Red enroula son coude autour du bras de Snow et l'attira contre elle, tant pour se réchauffer que pour lui chuchoter :

— Ils sont... gentils. Orson est un brave gars. Il a quitté sa société de Bismarck pour s'enterrer ici et devenir réparateur d'électroménager. Lorina, mamie dit que c'était un peu l'idiote du village. L'Originale. Petite dernière d'une fratrie de six, muette, un peu simplette. Elle fait la plonge à la cantine.

— Tu crois qu'Orson a profité d'elle ?

— Profiter de quoi ? Elle n'avait même pas de dot... Je m'y connais en connards, Flocon : personne ne viendrait s'enterrer dans ce trou juste parce que ses couilles le démangent. Non, je crois qu'il l'aime vraiment.
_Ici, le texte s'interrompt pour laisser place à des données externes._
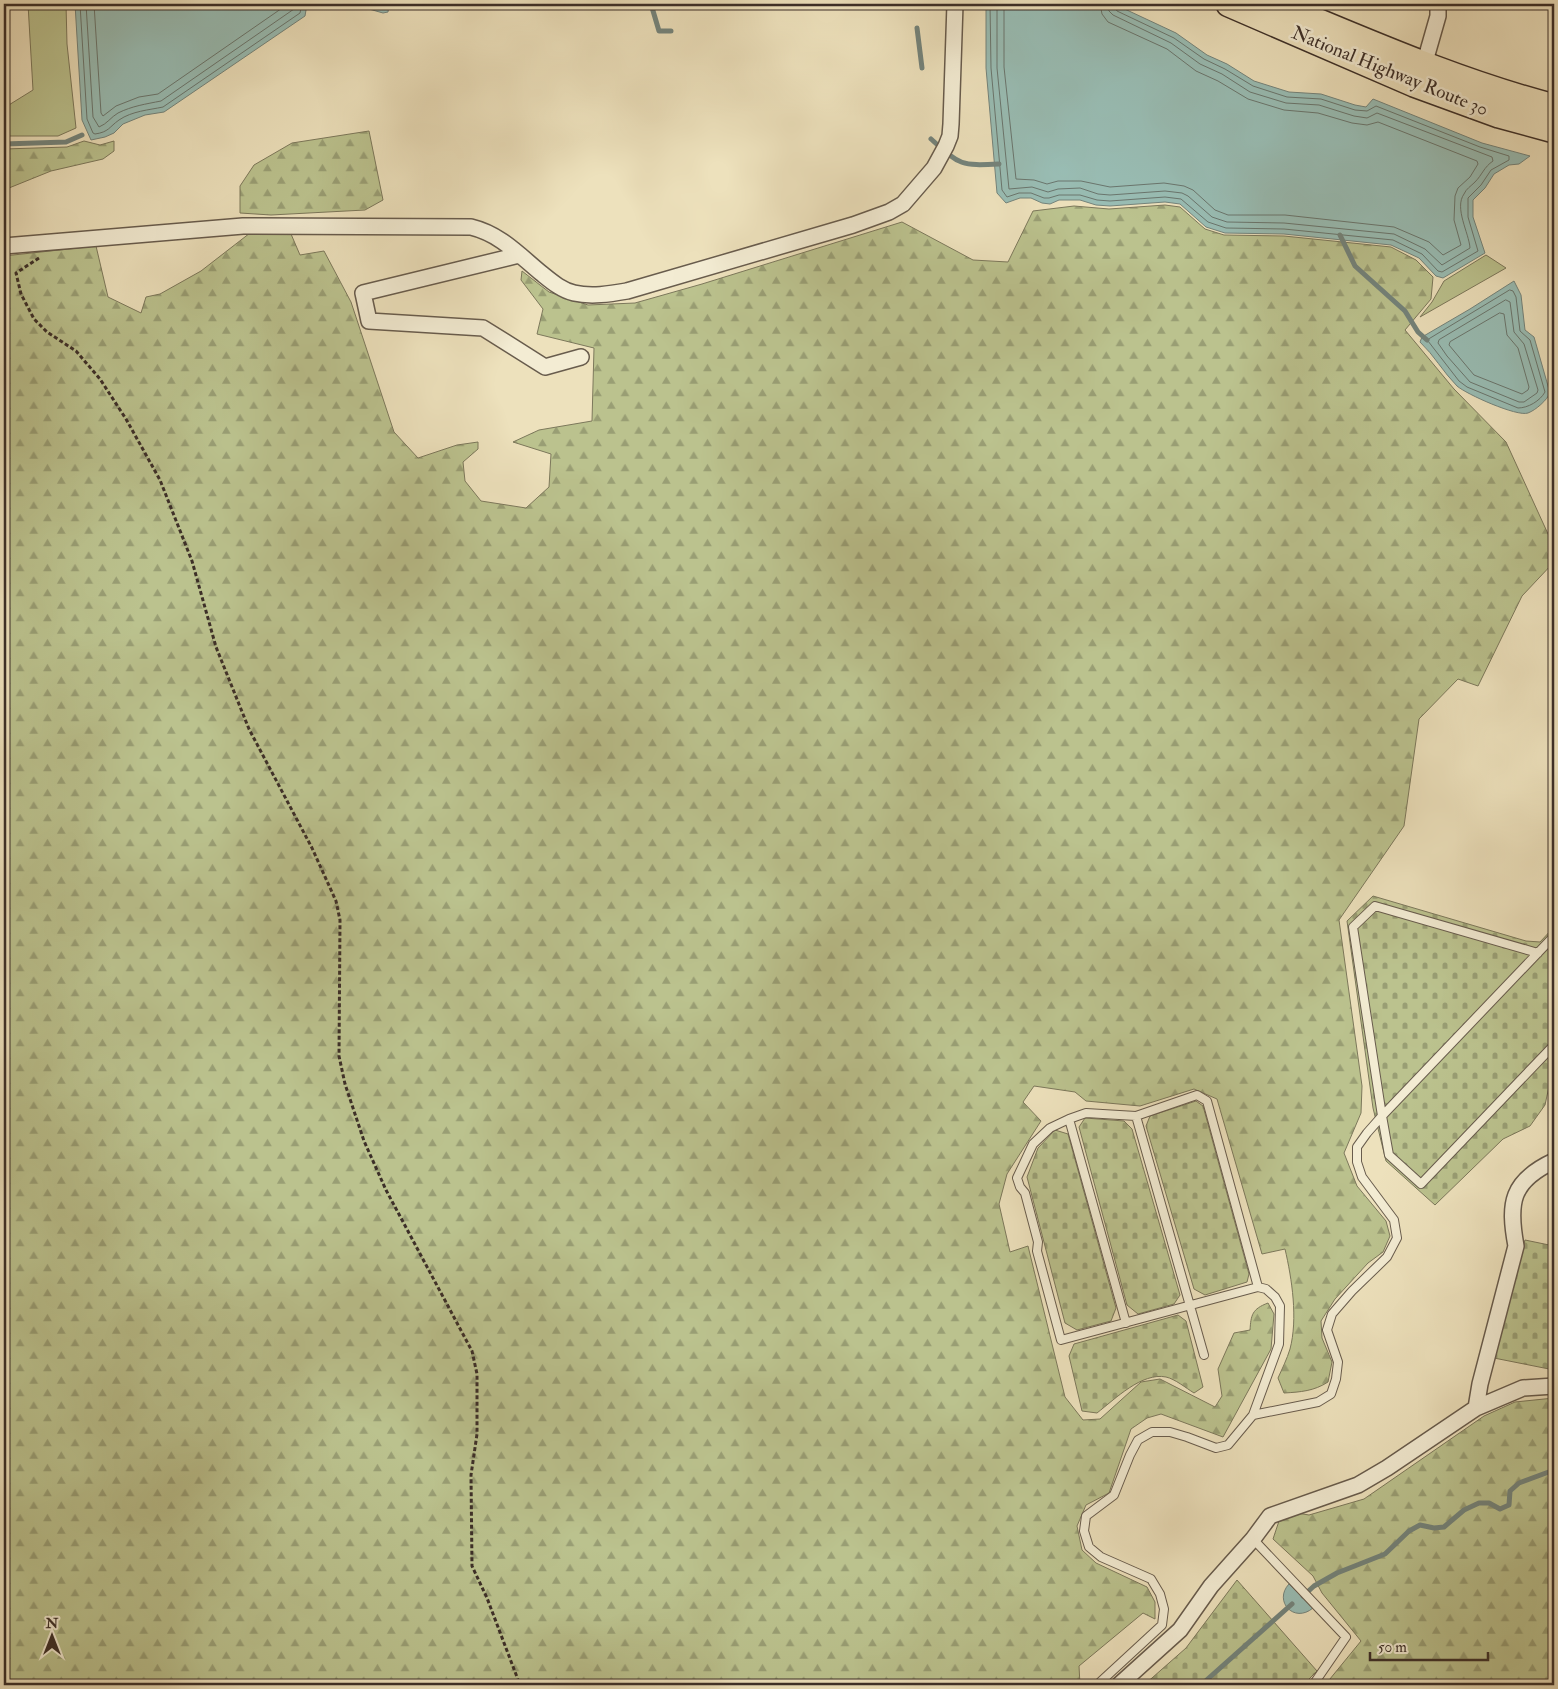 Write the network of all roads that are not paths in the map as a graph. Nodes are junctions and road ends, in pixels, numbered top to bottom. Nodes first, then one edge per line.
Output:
1 (955, 4) edge
2 (1229, 4) edge
3 (1276, 4) edge
4 (1438, 4) edge
5 (1419, 74) junction
6 (1554, 107) edge
7 (1554, 130) edge
8 (4, 246) edge
9 (519, 255) junction
10 (581, 357) dead end
11 (1554, 936) edge
12 (1538, 953) junction
13 (1554, 1045) edge
14 (1136, 1116) junction
15 (1382, 1116) junction
16 (1069, 1119) junction
17 (1554, 1161) edge
18 (1258, 1287) junction
19 (1190, 1305) junction
20 (1126, 1322) junction
21 (1204, 1355) dead end
22 (1554, 1386) edge
23 (1476, 1408) junction
24 (1253, 1415) junction
25 (1253, 1539) junction
26 (1097, 1685) edge
27 (1119, 1685) edge
28 (1314, 1685) edge

1 - 9 street
2 - 5 highway, National Highway Route 30
3 - 5 highway, National Highway Route 30
4 - 5 street
5 - 6 highway, National Highway Route 30
5 - 7 highway, National Highway Route 30
8 - 9 street
9 - 10 street
11 - 12 lane
12 - 15 lane
12 - 15 lane
13 - 15 lane
14 - 16 lane
14 - 18 lane
14 - 19 lane
15 - 24 lane
16 - 20 lane
16 - 20 lane
17 - 23 street
18 - 19 lane
18 - 24 lane
19 - 20 lane
19 - 21 lane
22 - 23 street
23 - 25 street
24 - 26 lane
25 - 27 street
25 - 28 lane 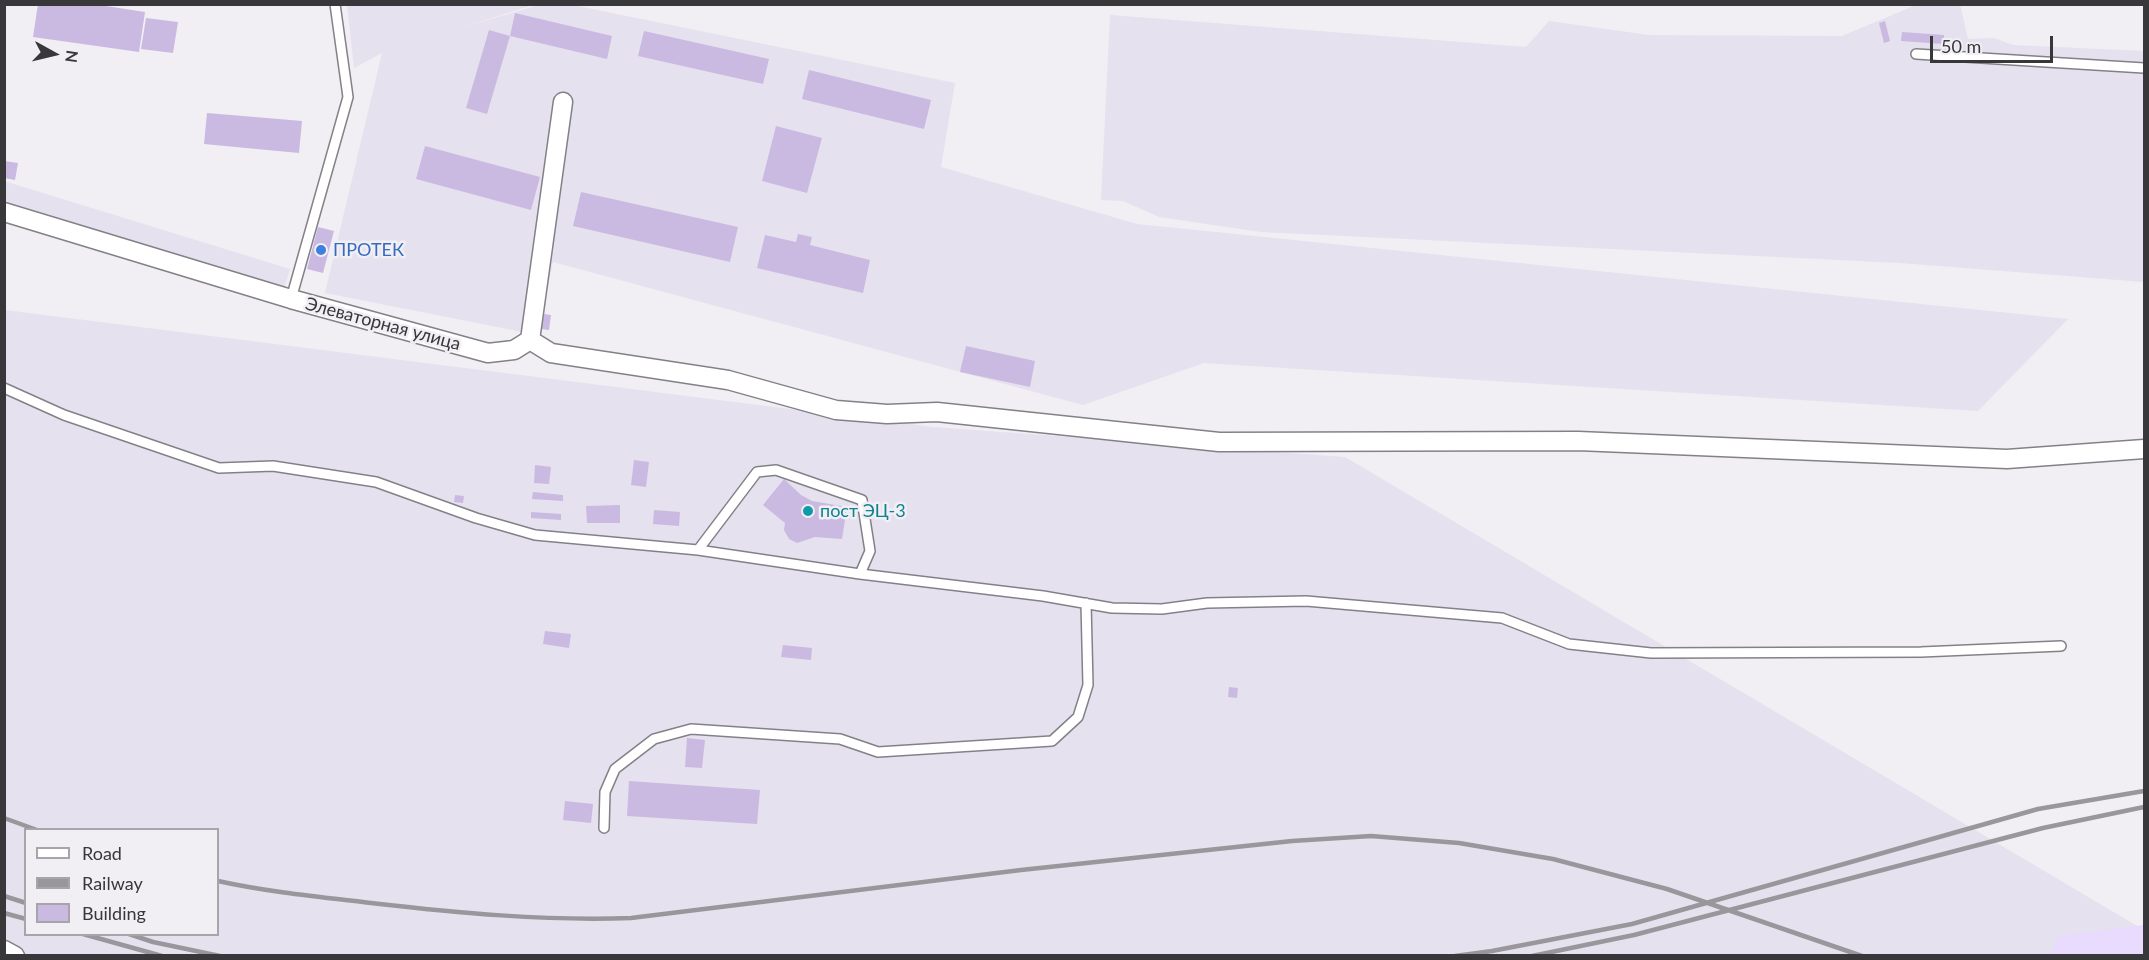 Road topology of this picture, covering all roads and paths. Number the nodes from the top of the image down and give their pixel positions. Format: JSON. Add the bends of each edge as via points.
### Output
{"nodes":[{"id":1,"x":335,"y":4,"type":"edge"},
{"id":2,"x":1916,"y":54,"type":"dead end"},
{"id":3,"x":2145,"y":68,"type":"edge"},
{"id":4,"x":563,"y":102,"type":"dead end"},
{"id":5,"x":4,"y":212,"type":"edge"},
{"id":6,"x":291,"y":299,"type":"junction"},
{"id":7,"x":530,"y":340,"type":"junction"},
{"id":8,"x":4,"y":388,"type":"edge"},
{"id":9,"x":2145,"y":449,"type":"edge"},
{"id":10,"x":698,"y":550,"type":"junction"},
{"id":11,"x":860,"y":574,"type":"junction"},
{"id":12,"x":1086,"y":603,"type":"junction"},
{"id":13,"x":2061,"y":646,"type":"dead end"},
{"id":14,"x":604,"y":828,"type":"dead end"},
{"id":15,"x":4,"y":950,"type":"edge"},
{"id":16,"x":15,"y":956,"type":"edge"}],
"edges":[{"from":1,"to":6,"type":"lane","via":[[348,97]]},
{"from":2,"to":3,"type":"lane"},
{"from":4,"to":7,"type":"street"},
{"from":5,"to":6,"type":"street","name":"Элеваторная улица"},
{"from":6,"to":7,"type":"street","name":"Элеваторная улица","via":[[488,353],[514,350]]},
{"from":7,"to":9,"type":"street","via":[[551,353],[728,380],[836,410],[937,412],[1219,442],[1578,441],[2007,459]]},
{"from":8,"to":10,"type":"lane","via":[[64,415],[219,468],[273,466],[376,482],[535,535]]},
{"from":10,"to":11,"type":"lane"},
{"from":10,"to":11,"type":"lane","via":[[757,472],[776,470],[862,500],[870,550]]},
{"from":11,"to":12,"type":"lane"},
{"from":12,"to":13,"type":"lane","via":[[1162,609],[1207,603],[1306,601],[1490,616],[1569,644],[1651,653],[1921,652]]},
{"from":12,"to":14,"type":"lane","via":[[1088,685],[1078,717],[1052,741],[878,752],[840,739],[691,729],[654,739],[615,769],[605,792]]},
{"from":15,"to":16,"type":"street"}]}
Doucement mais sûrement, elles approchaient de l'entrée. Lorina se tenait, souriante, au côté du mari qui l'épaulait d'une main affectueuse. Alice se balançait d'un pied sur l'autre auprès d'eux, attitude qui accentuait son allure juvénile. Lui et ses favoris coiffés, elle et son chignon tressé, et la petite dans sa robe de poupée, renvoyaient l'image lisse – trop lisse – de la famille modèle. Pourtant, la mère mutique et la fille trop bavarde étaient toutes les deux toquées. Pas de doute, cela cachait quelque chose.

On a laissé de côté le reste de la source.